Year
2015
Abstract
A dual-particle imager (DPI) has been developed at the University of Michigan that is capable of detecting photons and neutrons. The DPI can estimate the spatial distribution and photon and neutron energy spectra of present radioactive sources by using the principles of Compton scattering and neutron elastic scattering. When multiple sources are present, it is desirable to determine the photon and neutron energy spectra for specific regions of interest within the field of view (FOV). A maximum-likelihood expectation-maximization (MLEM) approach was used to reconstruct the spatial distribution and simultaneously unfold the energy spectra for each spatial pixel. The MLEM algorithm utilizes a system matrix computed with the Monte Carlo transport code MCNPX-PoliMi.
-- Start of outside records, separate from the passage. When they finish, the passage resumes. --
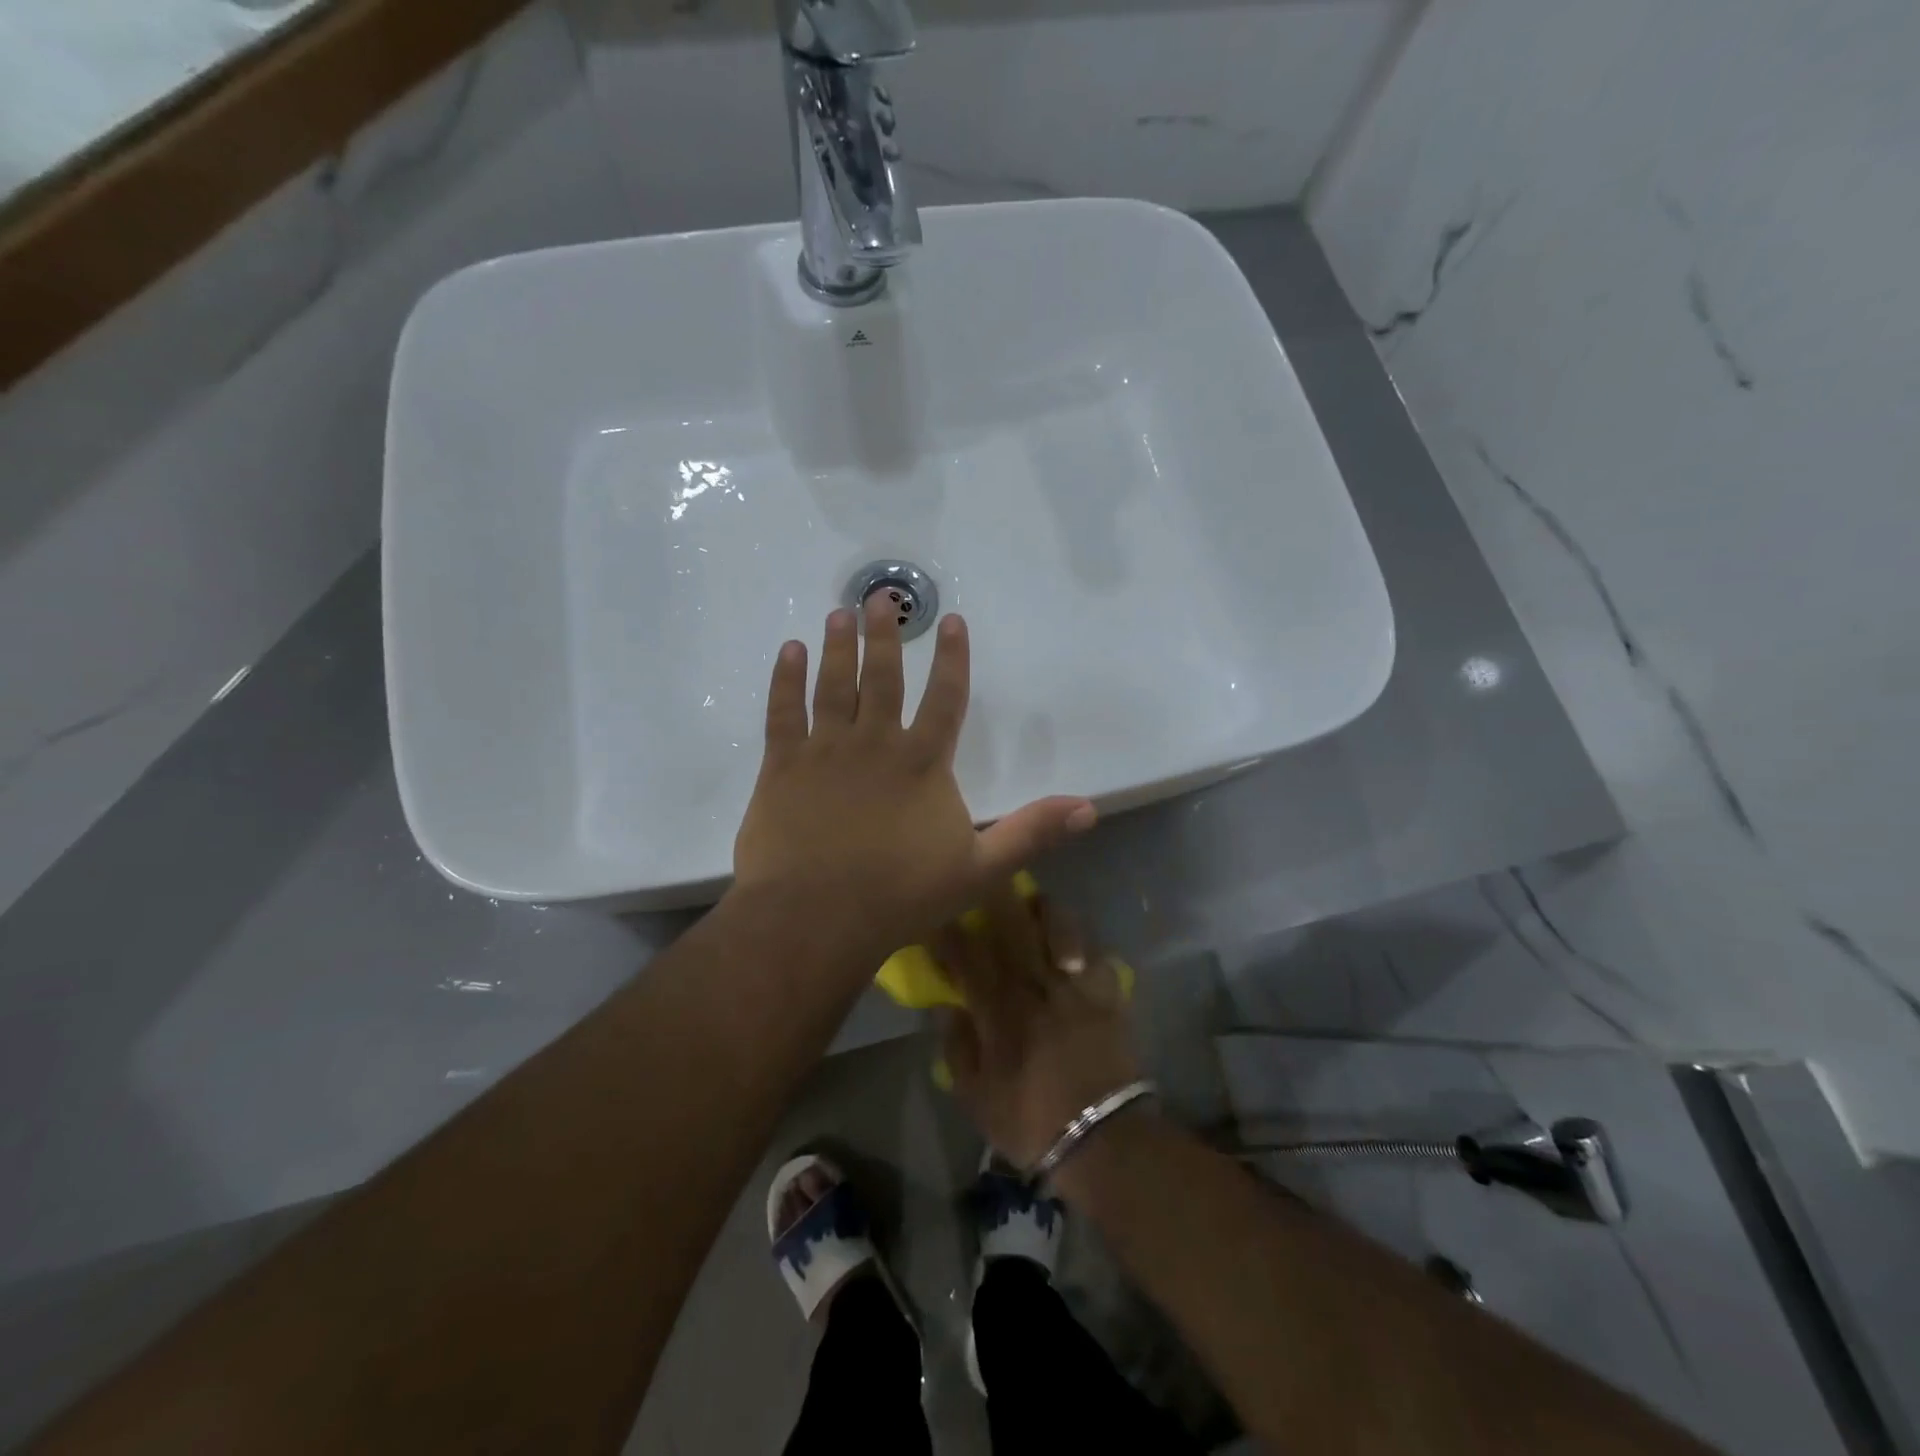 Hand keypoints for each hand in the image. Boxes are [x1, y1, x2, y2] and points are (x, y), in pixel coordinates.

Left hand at [733, 596, 1096, 967]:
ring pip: (833, 685)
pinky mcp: (782, 766)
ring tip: (839, 615)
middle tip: (880, 599)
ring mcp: (824, 750)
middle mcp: (875, 742)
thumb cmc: (900, 895)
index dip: (952, 658)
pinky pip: (783, 712)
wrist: (815, 918)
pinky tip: (788, 651)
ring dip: (838, 647)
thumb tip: (1089, 808)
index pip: (945, 698)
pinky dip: (785, 679)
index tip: (952, 621)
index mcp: (922, 762)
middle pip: (882, 677)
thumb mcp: (980, 870)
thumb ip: (1031, 833)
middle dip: (884, 636)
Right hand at [935, 887, 1142, 1170]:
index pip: (968, 955)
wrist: (1105, 1141)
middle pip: (1013, 926)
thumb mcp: (977, 1098)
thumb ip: (958, 1048)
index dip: (950, 930)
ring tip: (1033, 904)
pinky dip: (1084, 946)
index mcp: (1000, 1010)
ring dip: (1044, 909)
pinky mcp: (1109, 995)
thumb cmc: (1031, 1122)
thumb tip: (949, 1006)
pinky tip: (1074, 951)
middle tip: (984, 877)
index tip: (939, 912)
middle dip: (994, 896)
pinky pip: (1097, 954)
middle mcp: (1037, 986)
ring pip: (1060, 927)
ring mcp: (1077, 986) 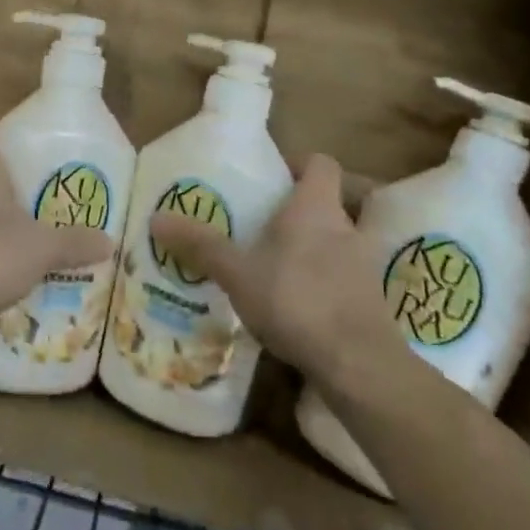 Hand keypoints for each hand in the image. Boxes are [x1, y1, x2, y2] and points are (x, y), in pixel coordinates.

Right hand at [148, 154, 411, 392]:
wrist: (359, 365)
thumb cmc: (296, 300)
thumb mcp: (238, 273)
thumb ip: (201, 245)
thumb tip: (157, 218)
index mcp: (316, 207)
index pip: (321, 163)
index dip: (299, 164)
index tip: (273, 177)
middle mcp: (347, 228)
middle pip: (330, 204)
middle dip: (302, 212)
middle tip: (268, 226)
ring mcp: (365, 267)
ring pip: (339, 243)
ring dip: (316, 250)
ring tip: (280, 268)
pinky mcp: (372, 303)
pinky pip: (346, 280)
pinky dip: (327, 285)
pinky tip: (301, 307) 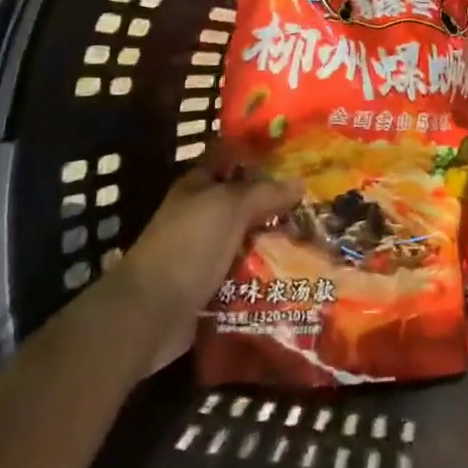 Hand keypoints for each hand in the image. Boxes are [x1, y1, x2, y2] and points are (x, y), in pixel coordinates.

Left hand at [110, 157, 298, 372]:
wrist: (150, 313)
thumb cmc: (188, 246)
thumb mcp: (229, 207)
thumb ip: (264, 192)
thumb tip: (299, 182)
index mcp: (198, 186)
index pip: (231, 159)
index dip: (260, 154)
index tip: (297, 155)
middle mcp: (200, 215)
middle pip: (244, 202)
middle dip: (277, 203)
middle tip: (317, 202)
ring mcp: (204, 253)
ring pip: (247, 239)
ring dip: (275, 242)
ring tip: (316, 239)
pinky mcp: (210, 287)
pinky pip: (245, 274)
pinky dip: (265, 274)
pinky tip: (297, 273) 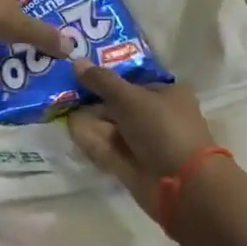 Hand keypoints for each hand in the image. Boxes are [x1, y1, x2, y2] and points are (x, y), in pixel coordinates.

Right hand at [67, 65, 218, 216]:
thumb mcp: (130, 98)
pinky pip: (108, 149)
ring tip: (63, 112)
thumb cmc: (162, 129)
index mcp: (167, 94)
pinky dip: (92, 142)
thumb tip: (76, 61)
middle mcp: (157, 117)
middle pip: (119, 106)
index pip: (132, 83)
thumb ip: (102, 81)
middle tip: (66, 95)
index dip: (106, 80)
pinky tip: (72, 132)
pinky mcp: (133, 166)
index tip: (79, 76)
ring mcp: (145, 144)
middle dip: (94, 102)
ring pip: (112, 129)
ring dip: (90, 122)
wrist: (182, 184) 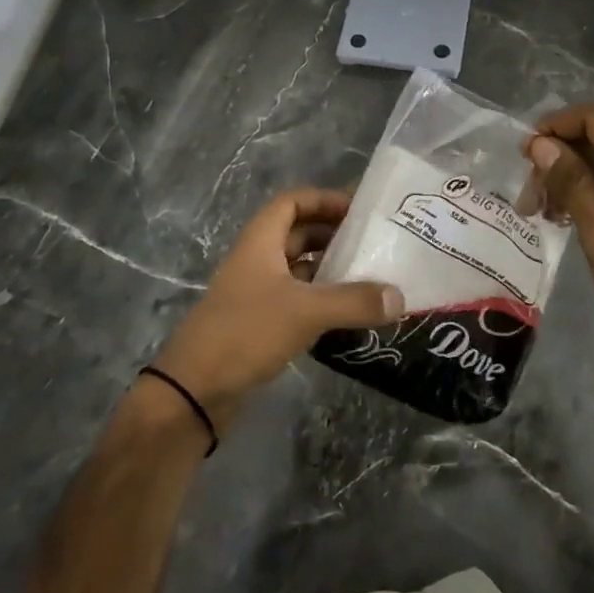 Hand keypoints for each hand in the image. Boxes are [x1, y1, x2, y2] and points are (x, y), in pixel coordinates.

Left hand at [151, 188, 403, 434]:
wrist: (193, 392)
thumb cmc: (245, 333)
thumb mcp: (304, 311)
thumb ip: (354, 301)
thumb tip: (400, 297)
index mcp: (260, 241)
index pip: (292, 202)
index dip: (324, 199)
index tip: (359, 210)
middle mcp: (258, 260)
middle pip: (299, 234)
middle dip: (334, 234)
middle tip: (374, 243)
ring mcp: (257, 293)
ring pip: (299, 269)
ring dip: (330, 269)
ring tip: (371, 275)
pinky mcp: (259, 324)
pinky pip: (297, 300)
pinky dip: (322, 300)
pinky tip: (349, 312) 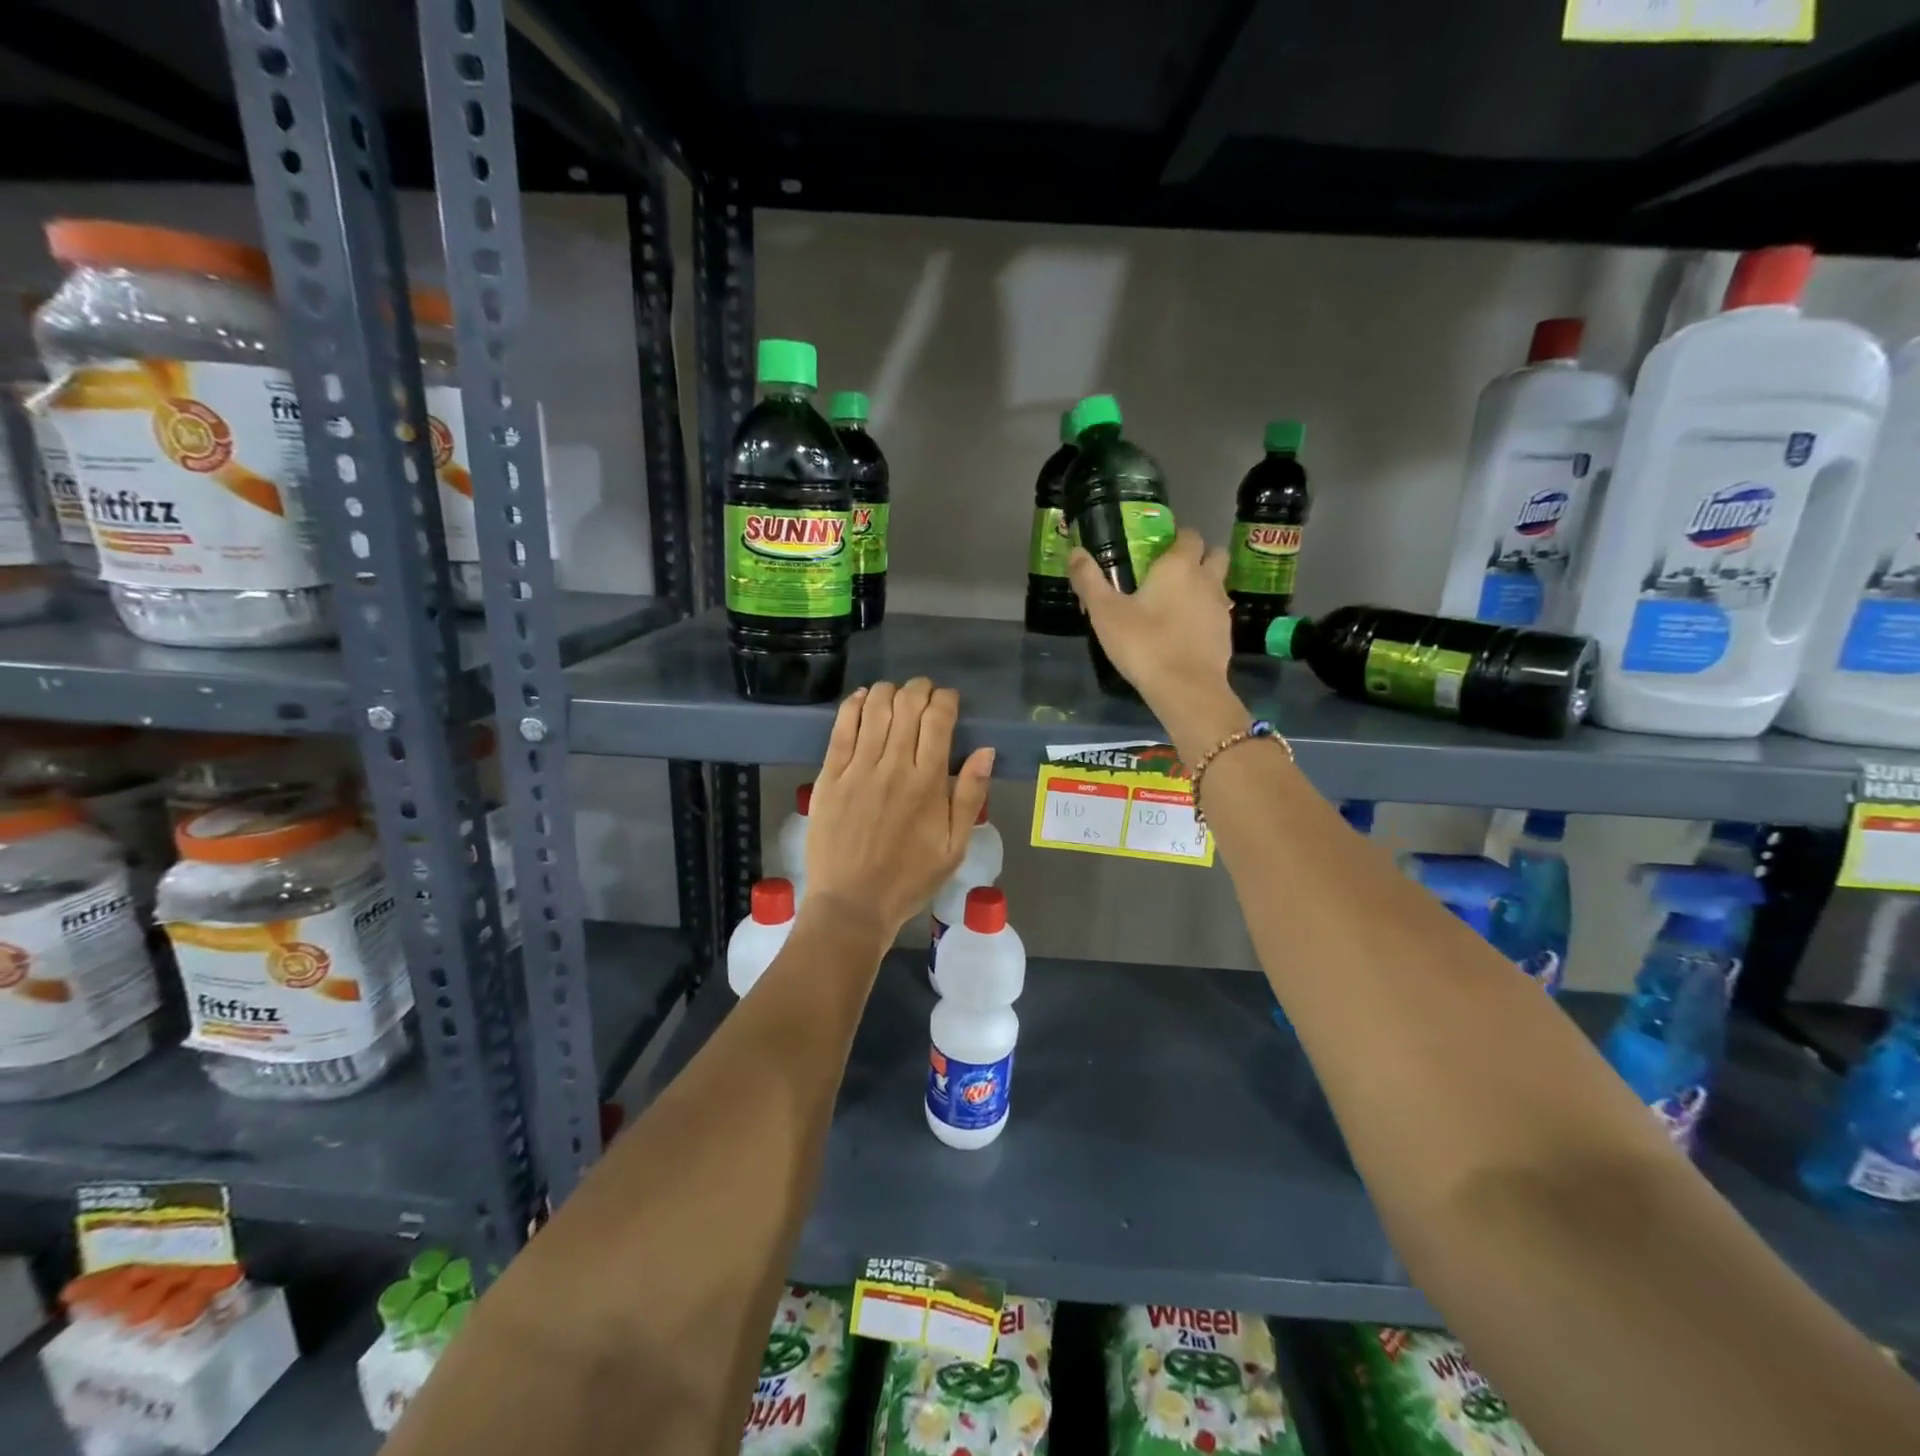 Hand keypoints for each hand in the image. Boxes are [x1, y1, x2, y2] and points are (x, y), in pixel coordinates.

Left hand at [802, 678, 994, 944]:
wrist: (852, 903)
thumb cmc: (909, 878)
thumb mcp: (954, 847)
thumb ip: (969, 796)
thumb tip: (985, 751)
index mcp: (927, 783)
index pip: (938, 719)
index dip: (946, 700)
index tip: (949, 702)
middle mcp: (893, 766)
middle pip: (907, 705)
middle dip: (920, 689)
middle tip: (924, 694)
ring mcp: (857, 768)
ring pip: (874, 708)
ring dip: (889, 691)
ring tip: (896, 695)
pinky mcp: (829, 776)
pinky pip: (841, 727)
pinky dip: (853, 705)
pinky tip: (862, 698)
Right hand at [1068, 528, 1233, 720]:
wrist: (1186, 689)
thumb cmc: (1143, 644)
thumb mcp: (1105, 613)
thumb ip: (1089, 580)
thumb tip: (1076, 552)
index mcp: (1178, 566)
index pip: (1188, 535)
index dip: (1175, 538)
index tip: (1156, 551)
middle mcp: (1206, 579)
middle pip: (1214, 554)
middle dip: (1199, 557)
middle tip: (1171, 574)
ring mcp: (1220, 608)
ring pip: (1218, 585)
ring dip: (1203, 587)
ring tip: (1176, 606)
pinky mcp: (1225, 635)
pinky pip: (1216, 614)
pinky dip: (1204, 617)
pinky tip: (1184, 634)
The response of the DPI to an emitted neutron spectrum (ranging from 0-10 MeV) and an emitted photon spectrum (ranging from 0-5 MeV) was simulated at 5° increments over a 2p FOV. A bin-mode system response matrix, which accounted for energy in both observation and source dimensions, was constructed from the simulated responses. This paper describes how this method isolates the energy spectra for each individual source in a multi-source field. Image reconstruction and spectrum isolation results will be shown for a multi-source measurement of 252Cf and 60Co.